# 2nd Lt. Matt Foley, Motivational Speaker.



## Doc_K (Jul 21, 2008)

This story will be centered around The second PL my platoon had while we were deployed. He was, in every sense of the phrase, an American hero.

So, Lt. Butterball shows up a few months into our deployment. My first thought was something along the lines of, "Holy hell, you fat bastard." But I'd seen plenty of people of the chunkier sort hold their own, so I decided it would be best just to support Lt. Farley anyway I could and help him through the growing pains a butter bar is bound to have. The NCOs stuck to him like glue, trying to help tutor and develop him in every way possible before he was allowed to "walk on his own."

On a completely unrelated series side notes, he would eventually grow one of the grossest, most disgusting moustaches I have ever seen to this day. Also, he developed a rather bad habit of stopping our convoys to aggressively harass younger local nationals when they waved at us. We came to find out that he believed waving was their way of flipping us off.

I digress. Eventually, he got the chance to lead us on his first raid. Glory, honor, and an eternal seat in Valhalla were sure to be ours.
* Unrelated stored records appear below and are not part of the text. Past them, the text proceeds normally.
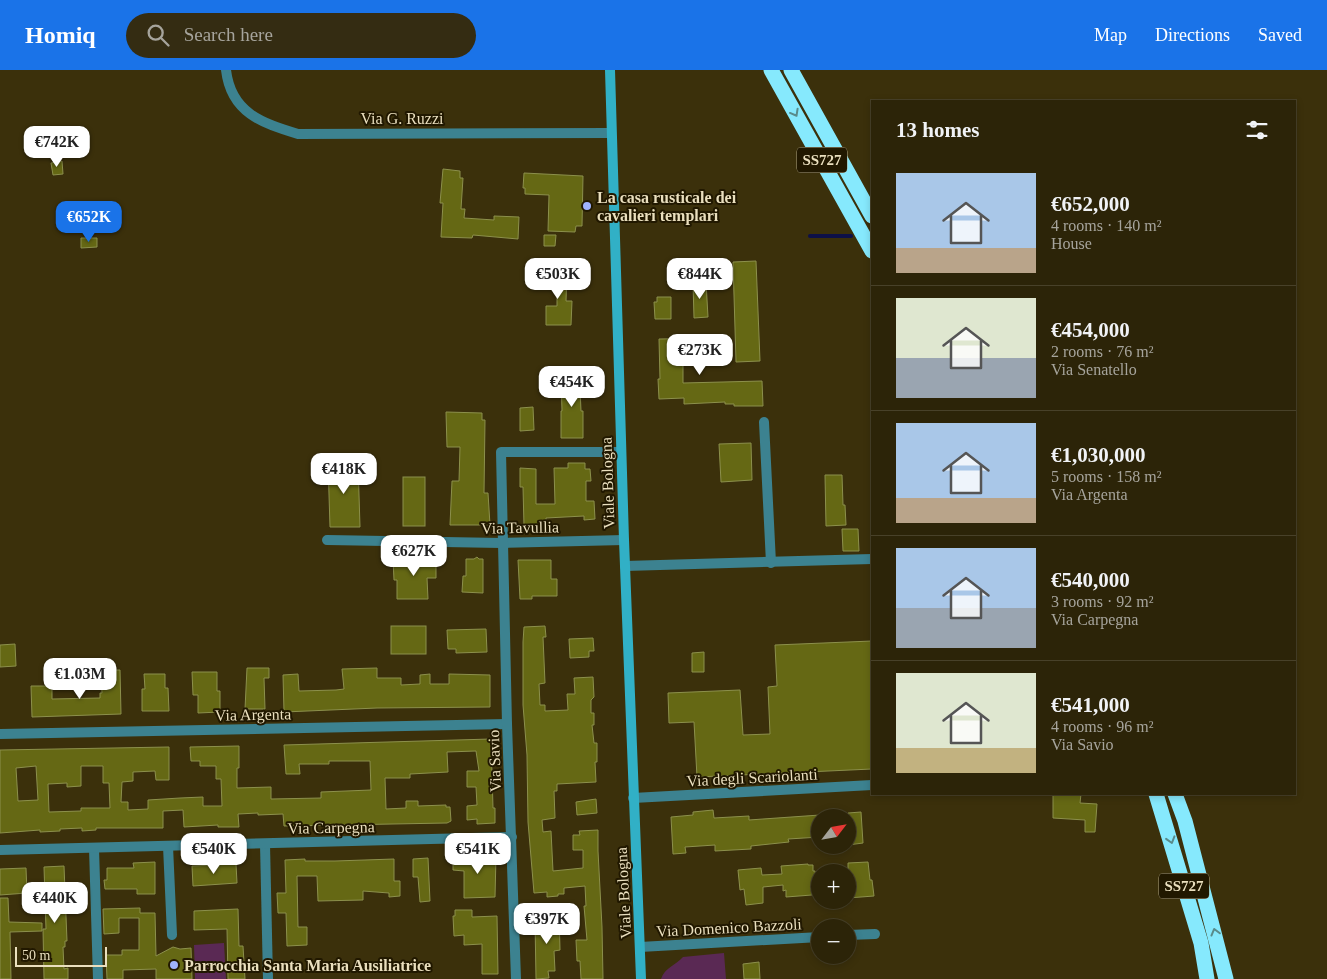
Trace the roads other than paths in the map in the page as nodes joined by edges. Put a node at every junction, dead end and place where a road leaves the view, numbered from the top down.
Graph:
1 (226, 70) edge
2 (610, 70) edge
3 (771, 70) edge
4 (791, 70) edge
5 (611, 133) junction
6 (871, 214) edge
7 (871, 249) edge
8 (764, 422) dead end
9 (621, 452) junction
10 (327, 540) dead end
11 (624, 540) junction
12 (502, 542) junction
13 (871, 559) edge
14 (771, 562) junction
15 (625, 566) junction
16 (507, 724) junction
17 (0, 734) edge
18 (871, 785) edge
19 (1156, 795) edge
20 (1175, 795) edge
21 (633, 798) junction
22 (512, 837) junction
23 (265, 844) junction
24 (168, 846) junction
25 (94, 848) junction
26 (0, 850) edge
27 (875, 934) dead end
28 (172, 935) dead end
29 (856, 935) edge
30 (811, 938) edge
31 (640, 947) junction
32 (98, 979) edge
33 (268, 979) edge
34 (516, 979) edge
35 (641, 979) edge
36 (1207, 979) edge
37 (1226, 979) edge

1 - 5 street, Via G. Ruzzi
2 - 5 main road, Viale Bologna
3 -> 7 highway, SS727
4 - 6 highway, SS727
5 - 9 main road, Viale Bologna
8 - 14 street
9 - 11 main road, Viale Bologna
9 - 12 street, Via Savio
10 - 12 street, Via Tavullia
11 - 12 street, Via Tavullia
11 - 15 main road, Viale Bologna
12 - 16 street, Via Savio
13 - 14 street
14 - 15 street
15 - 21 main road, Viale Bologna
16 - 17 street, Via Argenta
16 - 22 street, Via Savio
18 - 21 street, Via degli Scariolanti
19 -> 36 highway, SS727
37 -> 20 highway, SS727
21 - 31 main road, Viale Bologna
22 - 23 street, Via Carpegna
22 - 34 street, Via Savio
23 - 24 street, Via Carpegna
23 - 33 street
24 - 25 street, Via Carpegna
24 - 28 street
25 - 26 street, Via Carpegna
25 - 32 street
27 - 29 street
30 - 31 street, Via Domenico Bazzoli
31 - 35 main road, Viale Bologna

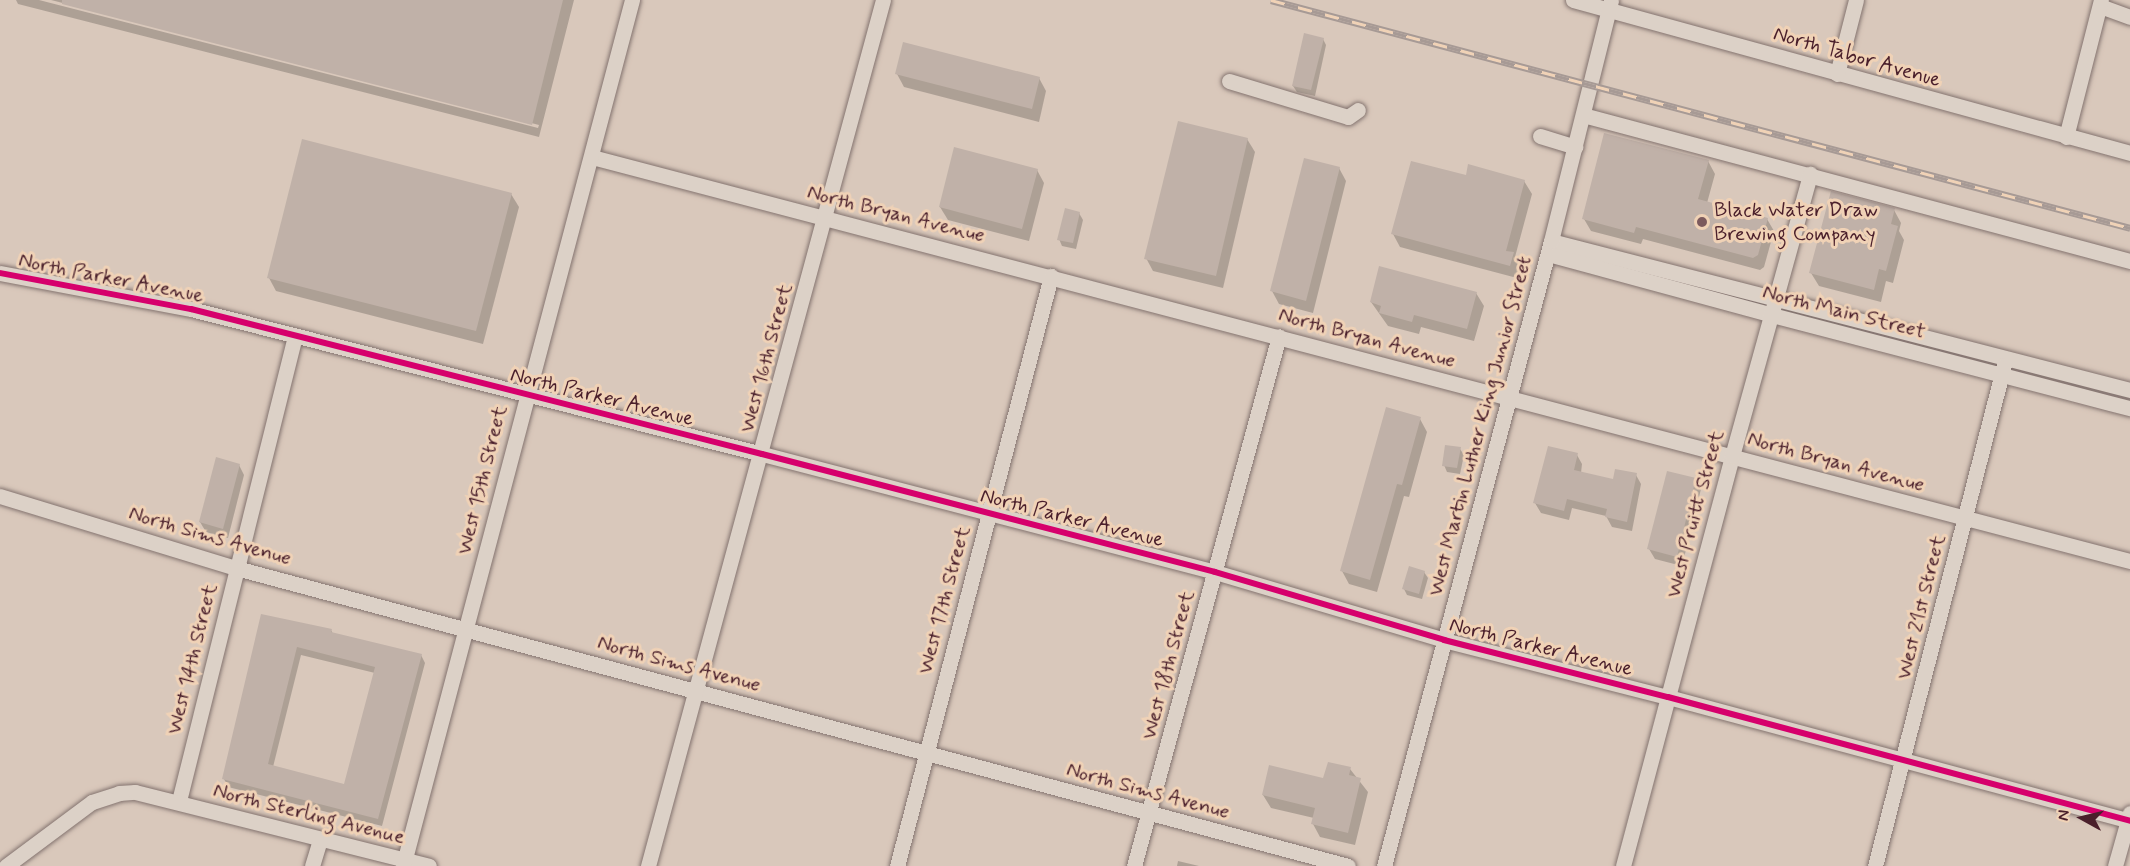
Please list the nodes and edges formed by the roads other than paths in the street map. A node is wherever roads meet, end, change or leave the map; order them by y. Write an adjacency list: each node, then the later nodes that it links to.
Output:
1 (632, 0): 16 (street, West 15th Street)
2 (883, 0): 18 (street, West 16th Street)
3 (1573, 0): 6 (street, North Tabor Avenue)
4 (1856, 0): 8 (street)
5 (2100, 3): 7 (street); 13 (street)
6 (1610, 5): 8 (street, North Tabor Avenue); 11 (street, West Martin Luther King Junior Street)
7 (2130, 17)
8 (1837, 74): 13 (street, North Tabor Avenue)
9 (1229, 81): 10 (street)
10 (1358, 110)
11 (1583, 116): 14 (street, West Martin Luther King Junior Street); 17 (street)
12 (1540, 136): 14 (street)
13 (2066, 137): 15 (street, North Tabor Avenue)
14 (1575, 147): 19 (street, West Martin Luther King Junior Street)
15 (2130, 153)
16 (592, 157): 18 (street, North Bryan Avenue); 29 (street, West 15th Street)
17 (1810, 174): 20 (street); 23 (street, West Pruitt Street)
18 (825, 218): 22 (street, North Bryan Avenue); 32 (street, West 16th Street)
19 (1550, 247): 23 (street, North Main Street); 24 (street, North Main Street); 30 (street, West Martin Luther King Junior Street)
20 (2130, 261)
21 (0, 273): 25 (street, North Parker Avenue)
22 (1052, 276): 26 (street, North Bryan Avenue); 35 (street, West 17th Street)
23 (1776, 299): 24 (street, West Pruitt Street); 27 (street, North Main Street)
24 (1772, 315): 27 (street, North Main Street); 33 (street, West Pruitt Street)
25 (295, 336): 29 (street, North Parker Avenue); 38 (street, West 14th Street)
26 (1279, 336): 30 (street, North Bryan Avenue); 39 (street, West 18th Street)
27 (2004, 366): 28 (street, North Main Street); 31 (street, North Main Street); 36 (street, West 21st Street)
28 (2130, 390)
29 (526, 394): 32 (street, North Parker Avenue); 40 (street, West 15th Street)
30 (1508, 398): 33 (street, North Bryan Avenue); 41 (street, West Martin Luther King Junior Street)
31 (2130, 408)
32 (762, 454): 35 (street, North Parker Avenue); 42 (street, West 16th Street)
33 (1732, 456): 36 (street, North Bryan Avenue); 43 (street, West Pruitt Street)
34 (0, 496): 38 (street, North Sims Avenue)
35 (988, 514): 39 (street, North Parker Avenue); 44 (street, West 17th Street)
36 (1965, 518): 37 (street, North Bryan Avenue); 45 (street, West 21st Street)
37 (2130, 561)
38 (236, 568): 40 (street, North Sims Avenue); 46 (street, West 14th Street)
39 (1215, 572): 41 (street, North Parker Avenue); 47 (street, West 18th Street)
40 (466, 628): 42 (street, North Sims Avenue); 50 (street, West 15th Street)
41 (1444, 640): 43 (street, North Parker Avenue); 58 (street, West Martin Luther King Junior Street)
42 (698, 691): 44 (street, North Sims Avenue); 54 (street, West 16th Street)
43 (1668, 697): 45 (street, North Parker Avenue); 59 (street, West Pruitt Street)
44 (926, 753): 47 (street, North Sims Avenue); 55 (street, West 17th Street)
45 (1903, 761): 48 (street, North Parker Avenue); 60 (street, West 21st Street)
46 (179, 801): 49 (street, North Sterling Avenue); 51 (street)
47 (1149, 813): 56 (street, West 18th Street); 57 (street, North Sims Avenue)
48 (2129, 818): 61 (street)
49 (320, 840): 50 (street, North Sterling Avenue); 52 (street)
50 (403, 863): 53 (street, North Sterling Avenue)
51 (6, 866)
52 (312, 866)
53 (429, 866)
54 (648, 866)
55 (897, 866)
56 (1134, 866)
57 (1348, 866)
58 (1384, 866)
59 (1623, 866)
60 (1875, 866)
61 (2115, 866)

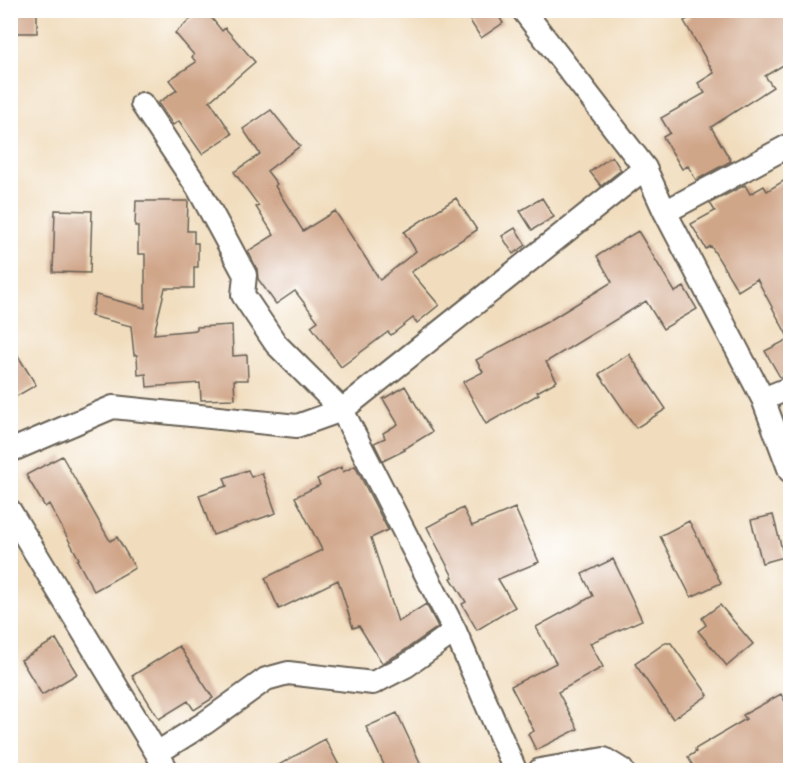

Part of the OPORD, the only part that really pertains to this story, went something like this:

Lt. Belushi: "We'll be heading from here to here, and I'll have the DAGR, so I'll keep us on the right course. We have to get there by ___this time___, as Red(sister platoon) will be hitting their corresponding objective then."

Right. So, off we go.

We dismounted a certain distance from the objective to close the rest of the distance on foot. So, we put boots on the ground....and waited. And waited. Then, we waited some more. I began to wonder if knitting was a hard hobby to master, because I could have surely blessed every house in our sector with a blanket by now.

I moved closer to the powers that be as they were locked in deep, whispered(albeit intense) discussion.

"You told us you knew how to use it! I even tried to teach you how to use it! Christ, how many times have we taught you this!?"
"Yeah..but...it's broken!"
"It's not broken, it's off!"
"Oh...so how do I read this thing?"

That would be the first and last time he was allowed to use a DAGR, or anything else, without close supervision.

Of course, now we were worried that we may not get there in time. So we ran. And ran. And ran.

As it turns out, though not surprisingly, running through the mud(see also: poop) of the mulhollas(sp?) can start to suck after a while. In any case, we made it to our objective on time. As the raid began, I noticed one figure doubled over against a wall. He appeared to be in some sort of pain and experiencing some level of distress. I hurried over.

You guessed it. Lt. Deep Fryer. He looked up at me with beady eyes, his face reminding me of a giant tomato. It was then that I also realized just how bad our Lt's moustache looked. His breathing was very fast and had a wheezy quality to it.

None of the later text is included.